Remove all tags to output plain text. Example

>>> from rlextra.radxml.html_cleaner import cleanPlain
>>> data = "<p>This is raw data with <em>HTML</em> <b>paragraph</b></p>"
>>> cleanPlain(data)
'This is raw data with HTML paragraph'

Writing out HTML content to a PDF

Here we detail rendering html in a PDF but also include the aforementioned cleanPlain

There are a number of approaches that can be taken depending on your input.

In these snippets we use the following imports;

    from preppy import SafeString
    from rlextra.radxml.xhtml2rml import xhtml2rml
    from rlextra.radxml.html_cleaner import cleanPlain

The input examples are:

    data = "<p>This is raw data with <em>HTML</em> <b>paragraph</b></p>"
    data2 = "This is raw data with <em>HTML</em> <b>paragraph</b>"

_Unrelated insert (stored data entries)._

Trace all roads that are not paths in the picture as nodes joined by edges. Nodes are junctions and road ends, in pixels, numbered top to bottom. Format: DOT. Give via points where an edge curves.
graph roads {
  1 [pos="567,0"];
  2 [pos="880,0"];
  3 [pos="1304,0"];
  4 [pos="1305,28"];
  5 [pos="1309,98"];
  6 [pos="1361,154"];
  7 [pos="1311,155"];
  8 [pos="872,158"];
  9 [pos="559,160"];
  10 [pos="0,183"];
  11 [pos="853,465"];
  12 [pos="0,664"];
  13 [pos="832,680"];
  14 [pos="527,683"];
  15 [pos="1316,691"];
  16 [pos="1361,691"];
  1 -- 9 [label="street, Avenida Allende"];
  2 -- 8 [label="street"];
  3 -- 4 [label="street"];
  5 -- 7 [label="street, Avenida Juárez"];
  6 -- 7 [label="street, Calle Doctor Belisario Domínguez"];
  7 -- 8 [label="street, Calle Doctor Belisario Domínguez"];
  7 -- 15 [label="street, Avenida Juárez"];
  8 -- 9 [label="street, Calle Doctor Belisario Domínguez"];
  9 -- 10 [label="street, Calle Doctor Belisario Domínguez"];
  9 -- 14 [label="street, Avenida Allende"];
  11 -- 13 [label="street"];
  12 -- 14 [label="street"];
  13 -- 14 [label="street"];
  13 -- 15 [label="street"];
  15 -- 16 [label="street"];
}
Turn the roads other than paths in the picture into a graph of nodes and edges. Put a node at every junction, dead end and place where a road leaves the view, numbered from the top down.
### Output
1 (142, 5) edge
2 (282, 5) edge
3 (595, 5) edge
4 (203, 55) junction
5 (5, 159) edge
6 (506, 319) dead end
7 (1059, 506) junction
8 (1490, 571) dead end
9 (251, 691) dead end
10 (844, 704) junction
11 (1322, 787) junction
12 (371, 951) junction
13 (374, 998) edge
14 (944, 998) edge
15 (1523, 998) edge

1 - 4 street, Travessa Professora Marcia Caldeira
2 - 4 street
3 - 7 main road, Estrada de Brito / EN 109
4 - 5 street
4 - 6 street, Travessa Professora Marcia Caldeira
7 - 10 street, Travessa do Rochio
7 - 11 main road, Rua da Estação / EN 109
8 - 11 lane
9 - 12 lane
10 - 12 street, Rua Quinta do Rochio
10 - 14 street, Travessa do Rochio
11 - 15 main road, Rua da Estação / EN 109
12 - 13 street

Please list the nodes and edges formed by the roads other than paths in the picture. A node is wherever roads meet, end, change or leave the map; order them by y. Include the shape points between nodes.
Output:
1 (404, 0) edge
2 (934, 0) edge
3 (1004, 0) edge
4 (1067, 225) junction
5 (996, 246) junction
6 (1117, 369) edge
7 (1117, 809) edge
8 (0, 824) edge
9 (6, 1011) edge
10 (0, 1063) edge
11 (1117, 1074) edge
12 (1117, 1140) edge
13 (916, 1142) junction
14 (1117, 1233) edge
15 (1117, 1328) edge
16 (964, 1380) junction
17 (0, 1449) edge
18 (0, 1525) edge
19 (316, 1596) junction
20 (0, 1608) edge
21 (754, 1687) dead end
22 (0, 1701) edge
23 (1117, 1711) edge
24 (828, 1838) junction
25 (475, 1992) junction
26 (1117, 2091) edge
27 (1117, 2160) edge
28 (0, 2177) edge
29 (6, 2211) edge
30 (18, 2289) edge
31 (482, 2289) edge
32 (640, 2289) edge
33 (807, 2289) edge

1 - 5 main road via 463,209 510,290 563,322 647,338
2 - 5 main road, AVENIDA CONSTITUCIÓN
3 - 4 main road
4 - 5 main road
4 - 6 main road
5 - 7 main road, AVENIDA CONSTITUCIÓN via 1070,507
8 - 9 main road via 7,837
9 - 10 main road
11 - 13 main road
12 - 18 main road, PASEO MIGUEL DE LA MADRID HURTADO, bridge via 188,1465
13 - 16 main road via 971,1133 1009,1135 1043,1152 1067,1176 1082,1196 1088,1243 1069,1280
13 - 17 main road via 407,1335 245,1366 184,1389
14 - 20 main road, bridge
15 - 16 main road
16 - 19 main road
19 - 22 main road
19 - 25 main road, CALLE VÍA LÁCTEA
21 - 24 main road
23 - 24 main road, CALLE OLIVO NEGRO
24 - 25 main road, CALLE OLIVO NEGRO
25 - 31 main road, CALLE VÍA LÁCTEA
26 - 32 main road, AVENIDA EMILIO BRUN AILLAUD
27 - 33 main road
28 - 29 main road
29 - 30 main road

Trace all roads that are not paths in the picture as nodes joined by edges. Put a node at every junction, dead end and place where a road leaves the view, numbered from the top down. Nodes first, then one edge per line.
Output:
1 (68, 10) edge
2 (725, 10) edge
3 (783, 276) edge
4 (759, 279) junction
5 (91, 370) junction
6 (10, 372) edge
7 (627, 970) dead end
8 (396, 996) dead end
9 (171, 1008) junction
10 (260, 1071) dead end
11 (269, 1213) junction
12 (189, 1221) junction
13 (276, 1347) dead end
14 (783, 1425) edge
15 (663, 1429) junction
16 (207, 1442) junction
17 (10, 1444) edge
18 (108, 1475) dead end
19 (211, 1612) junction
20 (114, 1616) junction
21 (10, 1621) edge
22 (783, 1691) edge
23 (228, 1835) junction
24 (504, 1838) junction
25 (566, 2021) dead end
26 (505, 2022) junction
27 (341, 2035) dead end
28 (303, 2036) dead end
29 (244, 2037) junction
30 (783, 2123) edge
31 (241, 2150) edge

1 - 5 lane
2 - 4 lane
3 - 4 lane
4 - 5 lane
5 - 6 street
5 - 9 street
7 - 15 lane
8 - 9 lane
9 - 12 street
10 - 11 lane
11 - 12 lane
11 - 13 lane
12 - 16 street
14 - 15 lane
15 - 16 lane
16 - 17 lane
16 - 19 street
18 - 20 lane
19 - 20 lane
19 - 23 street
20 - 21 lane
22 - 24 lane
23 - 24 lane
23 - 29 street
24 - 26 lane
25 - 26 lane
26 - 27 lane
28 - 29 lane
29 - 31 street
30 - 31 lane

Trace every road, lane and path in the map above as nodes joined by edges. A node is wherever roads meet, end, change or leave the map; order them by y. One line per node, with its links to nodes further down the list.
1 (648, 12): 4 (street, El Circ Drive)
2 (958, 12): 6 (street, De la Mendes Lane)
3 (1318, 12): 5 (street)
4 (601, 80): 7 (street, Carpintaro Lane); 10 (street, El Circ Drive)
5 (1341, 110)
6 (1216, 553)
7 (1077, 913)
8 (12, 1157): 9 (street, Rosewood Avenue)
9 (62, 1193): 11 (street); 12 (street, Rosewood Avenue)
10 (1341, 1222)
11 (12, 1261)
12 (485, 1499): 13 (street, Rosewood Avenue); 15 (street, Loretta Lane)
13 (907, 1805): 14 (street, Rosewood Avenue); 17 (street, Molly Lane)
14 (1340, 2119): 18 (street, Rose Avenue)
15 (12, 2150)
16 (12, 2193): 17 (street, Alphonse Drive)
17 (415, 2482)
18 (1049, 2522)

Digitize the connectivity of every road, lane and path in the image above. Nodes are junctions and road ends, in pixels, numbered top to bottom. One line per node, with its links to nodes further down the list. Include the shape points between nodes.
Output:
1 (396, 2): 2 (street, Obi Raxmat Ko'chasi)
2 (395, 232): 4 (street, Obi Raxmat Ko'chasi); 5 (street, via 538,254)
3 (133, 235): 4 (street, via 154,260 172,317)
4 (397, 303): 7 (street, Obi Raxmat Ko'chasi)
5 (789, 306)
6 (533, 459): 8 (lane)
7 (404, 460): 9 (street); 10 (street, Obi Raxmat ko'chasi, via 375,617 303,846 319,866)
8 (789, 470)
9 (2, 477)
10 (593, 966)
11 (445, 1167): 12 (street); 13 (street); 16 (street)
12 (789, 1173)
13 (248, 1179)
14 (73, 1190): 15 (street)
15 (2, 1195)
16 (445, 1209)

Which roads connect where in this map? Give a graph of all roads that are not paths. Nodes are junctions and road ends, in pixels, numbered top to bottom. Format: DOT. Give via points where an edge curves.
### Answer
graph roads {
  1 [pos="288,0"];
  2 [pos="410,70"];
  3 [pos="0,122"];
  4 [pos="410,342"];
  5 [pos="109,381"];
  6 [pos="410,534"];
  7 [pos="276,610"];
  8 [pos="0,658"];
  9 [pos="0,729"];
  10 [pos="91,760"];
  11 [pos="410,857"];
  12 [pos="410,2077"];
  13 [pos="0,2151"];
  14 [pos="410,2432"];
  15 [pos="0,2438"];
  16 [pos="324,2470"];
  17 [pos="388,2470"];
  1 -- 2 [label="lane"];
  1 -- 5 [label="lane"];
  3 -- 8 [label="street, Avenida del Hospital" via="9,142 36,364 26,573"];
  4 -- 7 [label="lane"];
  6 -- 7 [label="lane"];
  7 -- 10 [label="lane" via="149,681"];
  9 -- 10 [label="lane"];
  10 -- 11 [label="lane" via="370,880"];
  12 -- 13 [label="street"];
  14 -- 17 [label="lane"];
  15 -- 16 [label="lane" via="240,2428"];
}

1: Raw XHTML data example; preppy quoting escapes the tags

    <para>{{data}}</para>

2: cleanPlain Strips XHTML tags example

     <para style="normal">{{cleanPlain(data)}}</para>

3: XHTML data without para tags but with inline tags, ensure the data is enclosed in an RML para tag SafeString tells preppy not to xml escape the contents xhtml2rml converts the XHTML to RML

    <para style="normal">{{SafeString(xhtml2rml(data2))}}</para>

4: XHTML to RML data example - without a specified paraStyle, ensure there are no RML para tags around the data. When there no paraStyles specified with the content, xhtml2rml assumes paraStyle='normal', tableStyle='noPaddingStyle', bulletStyle='bullet' exists in your style sheets

    {{SafeString(xhtml2rml(data))}}

5: XHTML to RML data example - with a specified paraStyle, ensure there are no RML para tags around the data

    {{SafeString(xhtml2rml(data, paraStyle="normal"))}}